TASK GOAL - Filter this listing down to the lines that contain the word "name", and copy them.

AVAILABLE RECORDS -
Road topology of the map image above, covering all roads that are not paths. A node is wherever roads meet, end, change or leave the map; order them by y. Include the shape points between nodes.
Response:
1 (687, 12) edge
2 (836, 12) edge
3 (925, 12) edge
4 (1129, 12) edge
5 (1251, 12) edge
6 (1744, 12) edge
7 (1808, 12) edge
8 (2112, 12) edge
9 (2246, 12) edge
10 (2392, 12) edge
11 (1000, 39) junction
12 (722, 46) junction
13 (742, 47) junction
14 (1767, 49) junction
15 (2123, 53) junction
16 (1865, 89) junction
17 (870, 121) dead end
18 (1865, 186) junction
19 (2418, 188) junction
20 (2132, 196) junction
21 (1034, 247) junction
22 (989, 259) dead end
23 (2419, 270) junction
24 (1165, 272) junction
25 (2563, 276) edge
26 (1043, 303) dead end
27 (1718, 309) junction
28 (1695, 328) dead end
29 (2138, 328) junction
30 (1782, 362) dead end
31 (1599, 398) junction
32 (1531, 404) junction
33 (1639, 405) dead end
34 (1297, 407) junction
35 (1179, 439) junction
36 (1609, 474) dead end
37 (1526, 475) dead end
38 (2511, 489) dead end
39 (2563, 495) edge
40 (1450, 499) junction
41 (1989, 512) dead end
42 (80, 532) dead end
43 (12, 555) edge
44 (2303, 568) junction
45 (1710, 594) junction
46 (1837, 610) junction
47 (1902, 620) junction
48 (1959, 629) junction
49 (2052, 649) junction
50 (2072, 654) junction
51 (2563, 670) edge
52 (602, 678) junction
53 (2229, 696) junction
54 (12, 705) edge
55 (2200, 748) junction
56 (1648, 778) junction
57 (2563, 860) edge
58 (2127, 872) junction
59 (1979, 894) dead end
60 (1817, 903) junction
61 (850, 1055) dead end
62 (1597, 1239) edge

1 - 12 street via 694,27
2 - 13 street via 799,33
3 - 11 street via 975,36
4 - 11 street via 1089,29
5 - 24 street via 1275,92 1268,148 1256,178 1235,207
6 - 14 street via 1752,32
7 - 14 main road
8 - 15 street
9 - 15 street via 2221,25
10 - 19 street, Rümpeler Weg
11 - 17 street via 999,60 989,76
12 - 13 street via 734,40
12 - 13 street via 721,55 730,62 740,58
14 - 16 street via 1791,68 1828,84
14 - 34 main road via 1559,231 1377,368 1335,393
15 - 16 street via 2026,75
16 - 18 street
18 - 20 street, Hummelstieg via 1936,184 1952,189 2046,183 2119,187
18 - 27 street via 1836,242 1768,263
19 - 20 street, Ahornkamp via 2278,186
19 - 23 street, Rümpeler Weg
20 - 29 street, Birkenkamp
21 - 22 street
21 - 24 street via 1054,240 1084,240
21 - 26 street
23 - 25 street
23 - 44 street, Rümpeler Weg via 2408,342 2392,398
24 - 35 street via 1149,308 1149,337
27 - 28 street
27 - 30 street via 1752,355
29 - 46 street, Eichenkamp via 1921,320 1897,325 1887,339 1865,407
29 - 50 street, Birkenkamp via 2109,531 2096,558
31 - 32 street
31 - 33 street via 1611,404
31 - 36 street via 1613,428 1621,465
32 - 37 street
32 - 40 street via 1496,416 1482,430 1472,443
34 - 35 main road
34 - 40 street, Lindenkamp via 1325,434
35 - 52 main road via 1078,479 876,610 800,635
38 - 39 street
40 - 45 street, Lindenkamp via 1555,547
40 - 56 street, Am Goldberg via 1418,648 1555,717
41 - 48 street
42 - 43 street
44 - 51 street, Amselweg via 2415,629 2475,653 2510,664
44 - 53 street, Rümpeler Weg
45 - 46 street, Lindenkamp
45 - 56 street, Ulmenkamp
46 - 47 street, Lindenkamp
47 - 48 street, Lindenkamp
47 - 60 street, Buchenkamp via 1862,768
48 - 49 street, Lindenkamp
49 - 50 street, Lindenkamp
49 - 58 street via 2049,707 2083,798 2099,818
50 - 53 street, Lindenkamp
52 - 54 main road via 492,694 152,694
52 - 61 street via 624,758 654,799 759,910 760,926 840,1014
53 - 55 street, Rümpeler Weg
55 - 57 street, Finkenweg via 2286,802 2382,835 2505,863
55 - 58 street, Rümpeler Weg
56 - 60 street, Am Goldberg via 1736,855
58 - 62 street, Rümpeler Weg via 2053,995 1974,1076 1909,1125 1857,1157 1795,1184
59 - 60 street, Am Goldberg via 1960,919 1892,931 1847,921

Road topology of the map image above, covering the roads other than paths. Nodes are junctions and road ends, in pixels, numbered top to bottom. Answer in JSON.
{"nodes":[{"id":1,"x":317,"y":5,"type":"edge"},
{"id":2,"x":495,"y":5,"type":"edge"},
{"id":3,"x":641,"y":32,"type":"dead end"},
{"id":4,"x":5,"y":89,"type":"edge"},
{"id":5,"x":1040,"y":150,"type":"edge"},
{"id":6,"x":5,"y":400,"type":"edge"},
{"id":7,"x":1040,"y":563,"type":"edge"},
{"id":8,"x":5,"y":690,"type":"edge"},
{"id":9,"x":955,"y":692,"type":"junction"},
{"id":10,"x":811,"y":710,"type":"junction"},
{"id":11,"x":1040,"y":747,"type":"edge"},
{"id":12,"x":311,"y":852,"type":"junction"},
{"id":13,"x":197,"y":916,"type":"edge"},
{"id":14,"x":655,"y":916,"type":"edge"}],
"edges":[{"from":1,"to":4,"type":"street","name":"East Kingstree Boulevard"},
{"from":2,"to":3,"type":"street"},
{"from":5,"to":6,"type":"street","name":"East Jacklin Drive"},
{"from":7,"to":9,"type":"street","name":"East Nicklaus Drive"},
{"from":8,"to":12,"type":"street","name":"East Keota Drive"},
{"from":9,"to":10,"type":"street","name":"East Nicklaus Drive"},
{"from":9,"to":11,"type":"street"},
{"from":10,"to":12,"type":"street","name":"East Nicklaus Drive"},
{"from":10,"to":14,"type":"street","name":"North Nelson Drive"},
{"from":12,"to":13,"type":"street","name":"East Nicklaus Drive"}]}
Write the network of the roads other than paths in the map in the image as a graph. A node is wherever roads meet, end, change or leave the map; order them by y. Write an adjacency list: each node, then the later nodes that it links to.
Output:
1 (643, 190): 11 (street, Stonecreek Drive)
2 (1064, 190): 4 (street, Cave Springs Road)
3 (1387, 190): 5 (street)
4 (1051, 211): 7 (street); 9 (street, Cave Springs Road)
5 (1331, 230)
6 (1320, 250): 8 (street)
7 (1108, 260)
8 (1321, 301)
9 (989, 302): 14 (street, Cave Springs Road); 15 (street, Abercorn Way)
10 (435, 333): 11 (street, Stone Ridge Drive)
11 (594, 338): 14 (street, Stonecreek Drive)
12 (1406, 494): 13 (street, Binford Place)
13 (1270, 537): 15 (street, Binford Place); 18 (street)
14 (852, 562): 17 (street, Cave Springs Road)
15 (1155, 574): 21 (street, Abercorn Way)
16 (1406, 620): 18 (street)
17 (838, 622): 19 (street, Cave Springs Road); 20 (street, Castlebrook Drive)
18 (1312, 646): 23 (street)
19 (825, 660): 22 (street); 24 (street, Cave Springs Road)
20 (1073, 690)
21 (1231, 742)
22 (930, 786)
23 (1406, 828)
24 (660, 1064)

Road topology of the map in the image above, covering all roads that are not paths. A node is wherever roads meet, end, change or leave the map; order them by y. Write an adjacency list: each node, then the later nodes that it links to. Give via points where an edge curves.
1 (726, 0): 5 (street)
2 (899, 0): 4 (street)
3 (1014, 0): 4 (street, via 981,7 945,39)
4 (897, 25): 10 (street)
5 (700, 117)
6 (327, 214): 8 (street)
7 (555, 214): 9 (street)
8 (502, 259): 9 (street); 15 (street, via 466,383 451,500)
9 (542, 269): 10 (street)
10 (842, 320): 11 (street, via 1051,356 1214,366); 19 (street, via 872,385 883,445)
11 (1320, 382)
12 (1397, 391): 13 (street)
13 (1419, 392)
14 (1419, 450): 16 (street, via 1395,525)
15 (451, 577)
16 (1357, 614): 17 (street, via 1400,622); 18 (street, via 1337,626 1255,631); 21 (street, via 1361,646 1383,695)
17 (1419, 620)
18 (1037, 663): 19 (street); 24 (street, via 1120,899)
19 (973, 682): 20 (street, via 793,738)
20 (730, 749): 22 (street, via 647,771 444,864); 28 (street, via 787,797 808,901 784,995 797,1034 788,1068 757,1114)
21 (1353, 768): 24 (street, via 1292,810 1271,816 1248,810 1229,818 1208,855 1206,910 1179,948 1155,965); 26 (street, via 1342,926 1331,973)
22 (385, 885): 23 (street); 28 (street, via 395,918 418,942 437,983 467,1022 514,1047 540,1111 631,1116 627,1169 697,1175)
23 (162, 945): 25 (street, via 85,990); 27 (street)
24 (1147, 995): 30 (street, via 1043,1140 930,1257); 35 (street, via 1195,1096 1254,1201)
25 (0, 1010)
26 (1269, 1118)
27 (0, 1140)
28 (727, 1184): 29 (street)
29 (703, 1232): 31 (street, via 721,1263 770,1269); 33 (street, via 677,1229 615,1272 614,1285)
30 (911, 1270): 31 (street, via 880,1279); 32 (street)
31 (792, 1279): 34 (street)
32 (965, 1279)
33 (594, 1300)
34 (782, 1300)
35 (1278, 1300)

TASK OUTPUT -
"edges":[{"from":1,"to":4,"type":"street","name":"East Kingstree Boulevard"},
{"from":5,"to":6,"type":"street","name":"East Jacklin Drive"},
{"from":7,"to":9,"type":"street","name":"East Nicklaus Drive"},
{"from":8,"to":12,"type":"street","name":"East Keota Drive"},
{"from":9,"to":10,"type":"street","name":"East Nicklaus Drive"},
{"from":10,"to":12,"type":"street","name":"East Nicklaus Drive"},
{"from":10,"to":14,"type":"street","name":"North Nelson Drive"},
{"from":12,"to":13,"type":"street","name":"East Nicklaus Drive"}]}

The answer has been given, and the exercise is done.